Jules du square Lepic

Publié le par almanito

"Manque pas d'air, çui-là, commence à me courir sur le haricot" songeait Rigobert Fluteau, dit La Flute, poète - troubadour de son état et depuis des lustres éperdument amoureux de la statue du square Lepic, la plus jolie fille qu'il ait jamais vue, qui restait de marbre - et pour cause - devant ses déclarations les plus enflammées.
Adossé à un platane, rongeant son frein il observait le manège de ce vieux cochon de Baron de Rothsbille qui chaque soir en sortant de sa banque, tournait autour de la belle, la reluquait d'un œil égrillard osant même lui tapoter le haut de la cuisse d'un air entendu en levant un sourcil de connaisseur averti. Ces manières de maquignon tâtant la bête révulsaient le doux poète à tel point que l'envie de meurtre grandissait en lui de jour en jour. Ne l'avait-il pas pris en flagrant délit, trois jours auparavant, en train d'essayer de la déboulonner de son socle afin de l'emmener avec lui? L'image des grosses paluches lubriques lui revenaient en mémoire et il en frémissait encore de colère et de dégoût...Il avait fallu héler un sergent de ville qui passait par là et le vieux avait déguerpi aussi vite que sa bedaine le lui permettait, faisant battre sur son gilet la chaînette de sa montre à gousset.
Venait ensuite la sortie des écoliers du pensionnat qu'on laissait s'égailler quelques instants sous les arbres avant de les conduire à la chapelle Sainte Eulalie pour la prière du soir.
Après leur départ, le square retrouvait enfin son calme. La Flute s'approchait alors de sa bien-aimée et dans la quiétude du soir tombant lui déclamait à mi-voix ses vers les plus passionnés tout en nettoyant à l'aide d'un chiffon doux son beau corps si pur, souillé des graffitis obscènes des gamins.
-"Merci!" Entendit-il un soir, alors que juché sur son escabeau pliant, il tentait d'enlever une feuille morte prise dans la chevelure de la statue. Il vacilla et se retrouva le derrière dans la neige. Devenait-il fou? Quelqu'un venait de lui parler et pourtant il ne voyait personne alentours... "Eh bien", reprit la voix, "remettez-vous donc!
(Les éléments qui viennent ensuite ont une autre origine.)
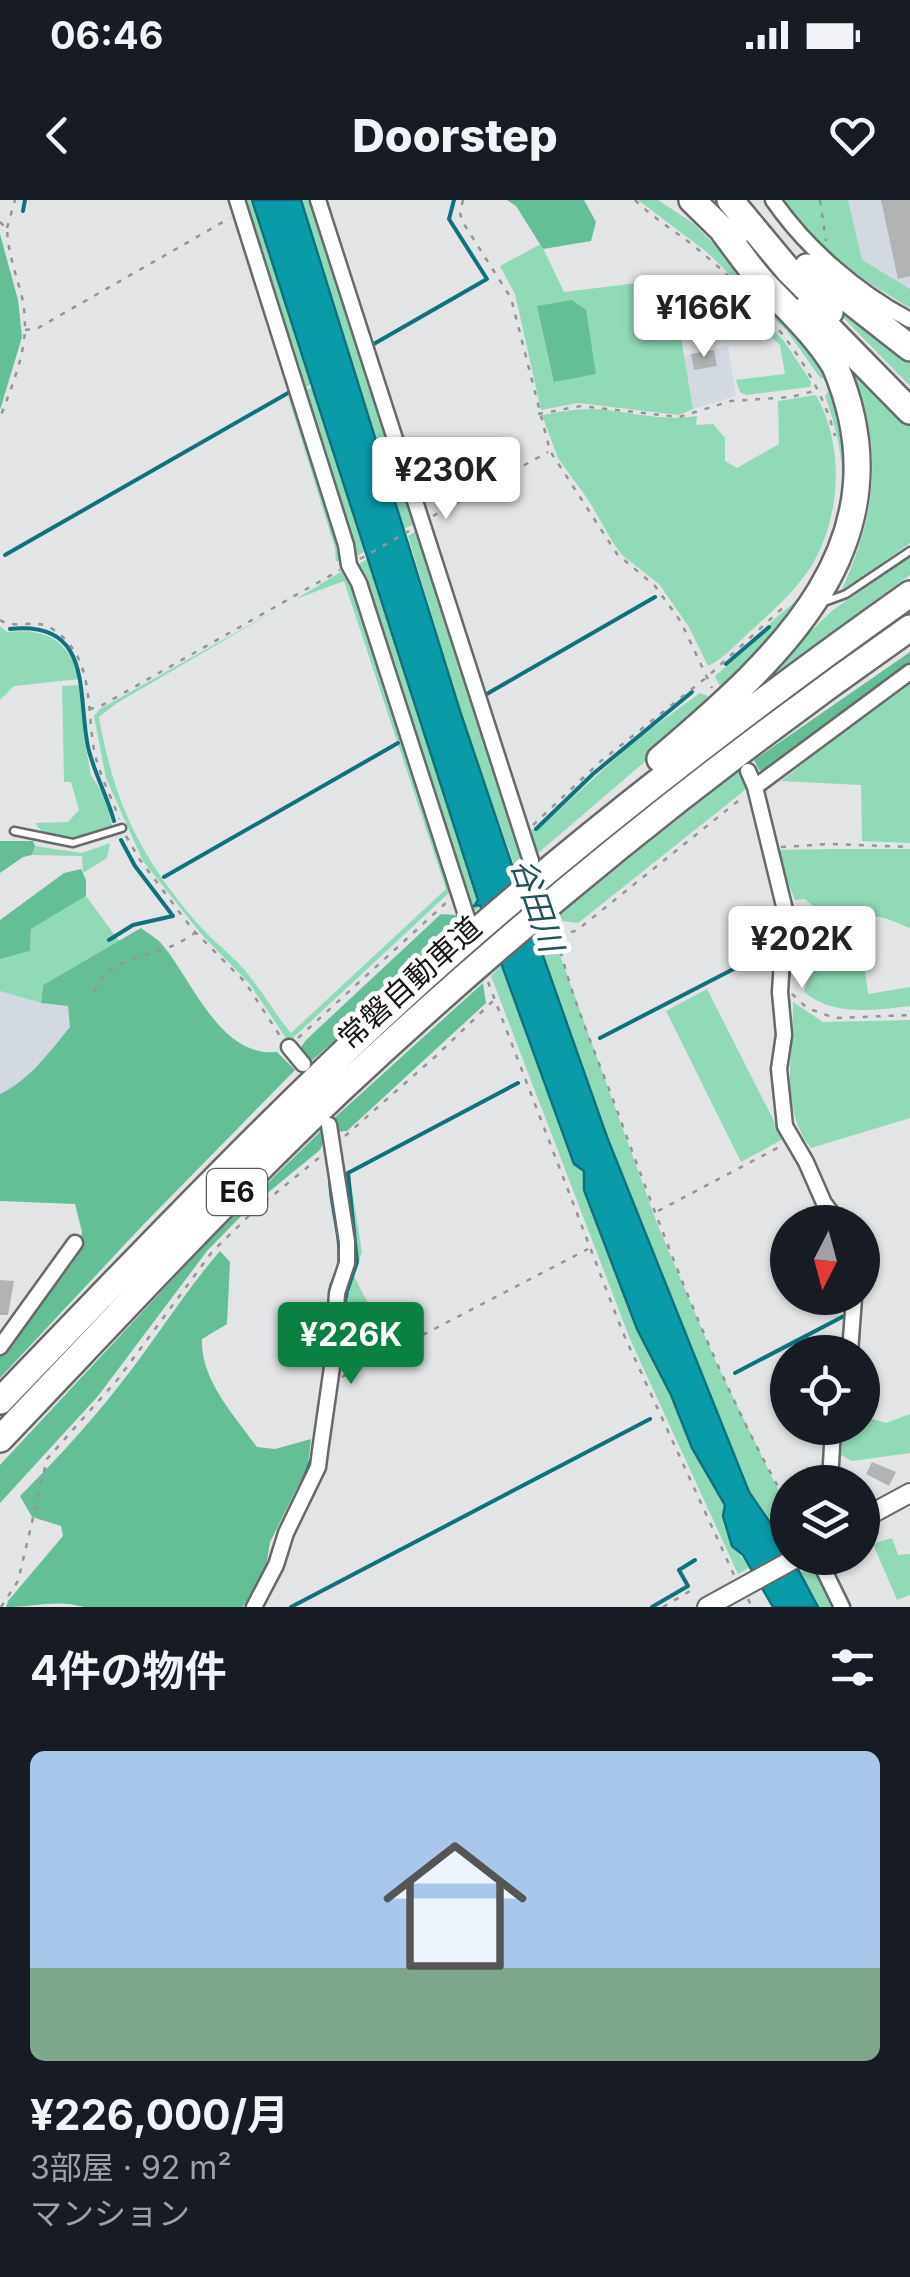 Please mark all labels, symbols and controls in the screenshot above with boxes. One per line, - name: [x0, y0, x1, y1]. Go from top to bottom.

C'est moi, là-haut!"
La Flute qui avait si longtemps rêvé de ce moment improbable balbutia quelques mots dont l'ineptie le fit pâlir en les prononçant puis il finit par lui demander son nom.
"Valentine" fit-elle, "et vous c'est ? ...."
"Rigobert dit La Flute" répondit-il, baissant la tête en entendant le petit rire moqueur de la belle qui rosit sous ses taches de rousseurs en fronçant son joli nez retroussé.
"Bon, dis-moi poète, tu vas me laisser longtemps geler sur ma colonne? Aide-moi donc à descendre de là!"
Rigobert la prit dans ses bras et déposa délicatement sa Valentine sur le sol en lui murmurant des mots qui parlaient de nid douillet, d'amour fou et de nuits étoilées qu'elle n'entendit pas.
A quelques mètres, adossée dans l'embrasure d'une porte, se détachait dans une lumière rouge intermittente, une silhouette en costard croisé à rayures, souliers bicolores, borsalino incliné sur le front, rouflaquettes et mégot au coin des lèvres.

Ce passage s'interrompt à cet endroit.